Jules monte et les arrête gentiment, bras ouverts comme une barrière douce.
« Pas tout de suite. C'est fragile. Si on marche sur les bords, on peut casser une trace. Et une trace cassée, on ne peut pas la recoller. »
Les enfants baissent un peu la tête.
Alors Jules propose :
« Vous pouvez aider autrement. Regardez : on va mettre une corde et des petits panneaux. Et je vous expliquerai ce qu'on a trouvé. »
Les enfants se redressent, fiers.
Ils tiennent la corde pendant que Maël la fixe. Samir écrit : « Ne pas entrer. Site fragile. »
Lina prend une photo du pressoir, puis une photo des enfants qui aident.
Jules dit :
« Protéger, c'est aussi un travail d'archéologue. On garde le passé en sécurité pour le futur. »
Quand tout est en place, Jules emmène les enfants à distance.

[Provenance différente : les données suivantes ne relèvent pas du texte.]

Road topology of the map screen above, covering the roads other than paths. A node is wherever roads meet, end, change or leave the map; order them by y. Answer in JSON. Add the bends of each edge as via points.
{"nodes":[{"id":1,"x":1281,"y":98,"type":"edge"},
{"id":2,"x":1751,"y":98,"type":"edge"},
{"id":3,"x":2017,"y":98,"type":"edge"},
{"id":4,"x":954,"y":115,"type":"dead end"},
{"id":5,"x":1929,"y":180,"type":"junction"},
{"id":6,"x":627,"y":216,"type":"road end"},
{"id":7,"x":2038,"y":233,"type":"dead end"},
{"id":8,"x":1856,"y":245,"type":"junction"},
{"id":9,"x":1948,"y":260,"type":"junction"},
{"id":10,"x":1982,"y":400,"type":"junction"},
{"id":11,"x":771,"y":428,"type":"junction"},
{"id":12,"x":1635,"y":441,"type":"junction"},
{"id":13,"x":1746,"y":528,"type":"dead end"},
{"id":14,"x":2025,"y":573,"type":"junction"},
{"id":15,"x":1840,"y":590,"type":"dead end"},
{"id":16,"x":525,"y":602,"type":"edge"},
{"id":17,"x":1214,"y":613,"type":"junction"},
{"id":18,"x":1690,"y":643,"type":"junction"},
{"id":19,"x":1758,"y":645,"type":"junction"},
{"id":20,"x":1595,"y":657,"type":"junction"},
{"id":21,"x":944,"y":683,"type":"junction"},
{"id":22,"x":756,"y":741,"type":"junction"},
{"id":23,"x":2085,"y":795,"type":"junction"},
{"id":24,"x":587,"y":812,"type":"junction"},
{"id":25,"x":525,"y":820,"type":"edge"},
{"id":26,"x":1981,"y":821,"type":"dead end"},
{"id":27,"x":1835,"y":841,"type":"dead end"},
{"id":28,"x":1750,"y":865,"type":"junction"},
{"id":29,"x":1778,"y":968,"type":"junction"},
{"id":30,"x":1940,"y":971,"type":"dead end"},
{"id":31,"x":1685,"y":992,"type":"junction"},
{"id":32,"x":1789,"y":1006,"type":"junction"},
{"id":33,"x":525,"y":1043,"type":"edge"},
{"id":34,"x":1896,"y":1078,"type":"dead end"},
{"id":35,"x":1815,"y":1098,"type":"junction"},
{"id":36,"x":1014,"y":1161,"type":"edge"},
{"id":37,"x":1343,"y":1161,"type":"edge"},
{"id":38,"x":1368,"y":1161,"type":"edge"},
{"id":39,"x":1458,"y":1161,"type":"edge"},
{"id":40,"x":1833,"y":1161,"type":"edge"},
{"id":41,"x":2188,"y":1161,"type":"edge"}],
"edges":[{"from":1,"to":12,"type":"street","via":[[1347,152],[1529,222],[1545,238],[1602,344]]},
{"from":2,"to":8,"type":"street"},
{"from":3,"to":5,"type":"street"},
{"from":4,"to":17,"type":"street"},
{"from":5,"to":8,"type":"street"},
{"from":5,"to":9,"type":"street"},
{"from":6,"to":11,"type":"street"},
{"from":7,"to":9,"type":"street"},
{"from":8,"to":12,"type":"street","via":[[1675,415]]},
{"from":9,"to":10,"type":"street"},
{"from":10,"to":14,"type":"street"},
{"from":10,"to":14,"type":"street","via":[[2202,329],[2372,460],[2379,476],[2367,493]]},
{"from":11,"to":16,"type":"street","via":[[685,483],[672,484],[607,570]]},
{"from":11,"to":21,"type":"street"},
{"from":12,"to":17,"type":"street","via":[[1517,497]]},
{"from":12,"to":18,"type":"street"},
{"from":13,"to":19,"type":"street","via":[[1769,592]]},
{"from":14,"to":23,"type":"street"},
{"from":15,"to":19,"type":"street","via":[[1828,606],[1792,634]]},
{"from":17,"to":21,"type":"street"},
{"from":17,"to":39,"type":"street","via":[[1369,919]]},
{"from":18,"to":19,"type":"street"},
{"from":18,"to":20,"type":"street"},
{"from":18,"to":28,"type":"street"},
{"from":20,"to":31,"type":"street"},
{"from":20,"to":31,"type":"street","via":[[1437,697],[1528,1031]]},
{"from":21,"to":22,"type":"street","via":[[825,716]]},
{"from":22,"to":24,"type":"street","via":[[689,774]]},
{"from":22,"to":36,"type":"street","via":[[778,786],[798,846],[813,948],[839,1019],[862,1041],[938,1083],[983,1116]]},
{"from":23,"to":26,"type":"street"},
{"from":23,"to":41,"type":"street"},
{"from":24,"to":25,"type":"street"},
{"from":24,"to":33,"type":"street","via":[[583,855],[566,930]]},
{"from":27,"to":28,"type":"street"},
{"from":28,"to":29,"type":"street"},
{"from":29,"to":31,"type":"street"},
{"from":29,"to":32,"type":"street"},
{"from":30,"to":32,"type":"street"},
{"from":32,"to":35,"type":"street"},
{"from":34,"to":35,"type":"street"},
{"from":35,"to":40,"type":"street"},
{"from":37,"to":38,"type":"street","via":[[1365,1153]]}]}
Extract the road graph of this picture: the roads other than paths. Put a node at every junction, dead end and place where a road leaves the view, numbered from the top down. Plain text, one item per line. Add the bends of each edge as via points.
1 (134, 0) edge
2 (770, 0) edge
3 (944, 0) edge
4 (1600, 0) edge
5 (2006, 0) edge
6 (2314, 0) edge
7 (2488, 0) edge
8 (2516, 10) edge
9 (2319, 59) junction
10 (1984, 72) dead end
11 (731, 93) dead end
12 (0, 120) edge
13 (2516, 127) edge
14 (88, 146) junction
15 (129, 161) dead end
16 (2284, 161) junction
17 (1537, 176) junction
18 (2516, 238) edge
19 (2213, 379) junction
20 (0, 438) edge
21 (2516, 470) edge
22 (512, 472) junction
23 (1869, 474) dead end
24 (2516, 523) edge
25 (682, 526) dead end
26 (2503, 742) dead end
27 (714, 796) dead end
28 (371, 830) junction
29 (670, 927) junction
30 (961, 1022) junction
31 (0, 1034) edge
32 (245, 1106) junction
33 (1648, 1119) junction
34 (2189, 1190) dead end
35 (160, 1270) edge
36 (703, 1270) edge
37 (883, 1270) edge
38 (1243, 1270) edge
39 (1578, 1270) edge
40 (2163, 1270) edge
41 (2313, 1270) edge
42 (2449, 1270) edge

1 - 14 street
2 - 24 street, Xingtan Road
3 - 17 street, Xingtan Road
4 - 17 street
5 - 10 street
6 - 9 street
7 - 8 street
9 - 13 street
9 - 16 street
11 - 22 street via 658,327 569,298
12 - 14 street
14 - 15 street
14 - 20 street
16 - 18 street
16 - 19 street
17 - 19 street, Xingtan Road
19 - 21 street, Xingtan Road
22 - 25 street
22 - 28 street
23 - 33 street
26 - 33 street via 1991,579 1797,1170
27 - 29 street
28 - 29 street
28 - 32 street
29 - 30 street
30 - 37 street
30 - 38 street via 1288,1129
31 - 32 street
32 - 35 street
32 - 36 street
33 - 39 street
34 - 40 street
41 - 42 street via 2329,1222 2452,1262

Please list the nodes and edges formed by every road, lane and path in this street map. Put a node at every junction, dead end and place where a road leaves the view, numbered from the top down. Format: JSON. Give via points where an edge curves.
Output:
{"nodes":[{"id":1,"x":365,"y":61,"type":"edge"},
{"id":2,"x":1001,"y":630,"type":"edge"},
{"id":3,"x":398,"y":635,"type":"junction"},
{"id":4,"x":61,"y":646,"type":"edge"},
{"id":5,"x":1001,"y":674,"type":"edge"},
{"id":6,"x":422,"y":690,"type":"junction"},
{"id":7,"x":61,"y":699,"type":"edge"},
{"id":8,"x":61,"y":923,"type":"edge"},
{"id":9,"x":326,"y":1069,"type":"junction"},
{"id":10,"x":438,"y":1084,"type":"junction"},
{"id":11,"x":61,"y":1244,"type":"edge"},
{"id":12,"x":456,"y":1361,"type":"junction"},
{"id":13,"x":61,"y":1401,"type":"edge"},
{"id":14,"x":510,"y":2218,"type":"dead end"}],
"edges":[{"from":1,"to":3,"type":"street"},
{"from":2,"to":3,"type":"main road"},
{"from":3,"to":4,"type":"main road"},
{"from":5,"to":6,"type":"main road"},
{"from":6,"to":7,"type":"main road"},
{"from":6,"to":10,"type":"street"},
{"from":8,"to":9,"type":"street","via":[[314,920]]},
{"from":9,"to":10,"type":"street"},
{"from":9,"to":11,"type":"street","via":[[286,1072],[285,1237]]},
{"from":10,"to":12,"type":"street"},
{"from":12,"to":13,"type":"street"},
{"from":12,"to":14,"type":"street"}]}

Il dessine dans la poussière avec un bâton :
« Là, la cuvette. Là, le canal. Là, le bassin. Et là, on devait poser une poutre pour presser plus fort. »
Les enfants font « Oh ! » comme si la pierre racontait une histoire.
Le plan du site, avant la nuit
Le soleil descend. Le chantier devient plus silencieux. Jules range les outils, un par un. Il vérifie que rien ne traîne, que la corde tient bien.
« Être responsable, c'est aussi laisser un lieu propre et sûr », dit-il à voix basse, comme un rappel.
Dans la tente, une lampe éclaire une grande feuille blanche. Jules s'assoit. Sa main bouge lentement, sans se presser. Il trace un plan général du site : les carrés de fouille, le chemin, le pressoir taillé dans le roc, l'endroit où la poterie a été trouvée.
Samir lui passe les mesures.
Maël vérifie les distances.
Lina montre les photos, pour ne rien oublier.
Jules écrit aussi des phrases simples :
« Sol dur. Traces d'outil. Canal vers bassin. »
Il note la date, la météo, et même l'odeur de la roche.
« Tout compte », explique-t-il. « Les archéologues ne devinent pas. Ils observent. »
Quand le plan est fini, Jules le regarde longtemps. Il ne ressemble pas à une carte au trésor. Il ressemble à une promesse.
Il souffle, content.
« Grâce à ce plan, quelqu'un pourra comprendre ce que nous avons vu, même si nous ne sommes plus là. »
Dehors, les grillons chantent. Jules ferme son carnet et se glisse dans son sac de couchage. Son cœur est calme.
Il pense au pressoir, aux olives écrasées il y a des siècles, aux mains patientes qui travaillaient là, comme son équipe aujourd'hui.
Avant de s'endormir, il imagine une bibliothèque, un musée, une classe. Il imagine des enfants qui lisent ses notes et découvrent qu'autrefois, des gens vivaient, cuisinaient, riaient, s'entraidaient.
Jules sourit dans le noir.
Il sent que chaque page de notes est un pont vers les générations futures.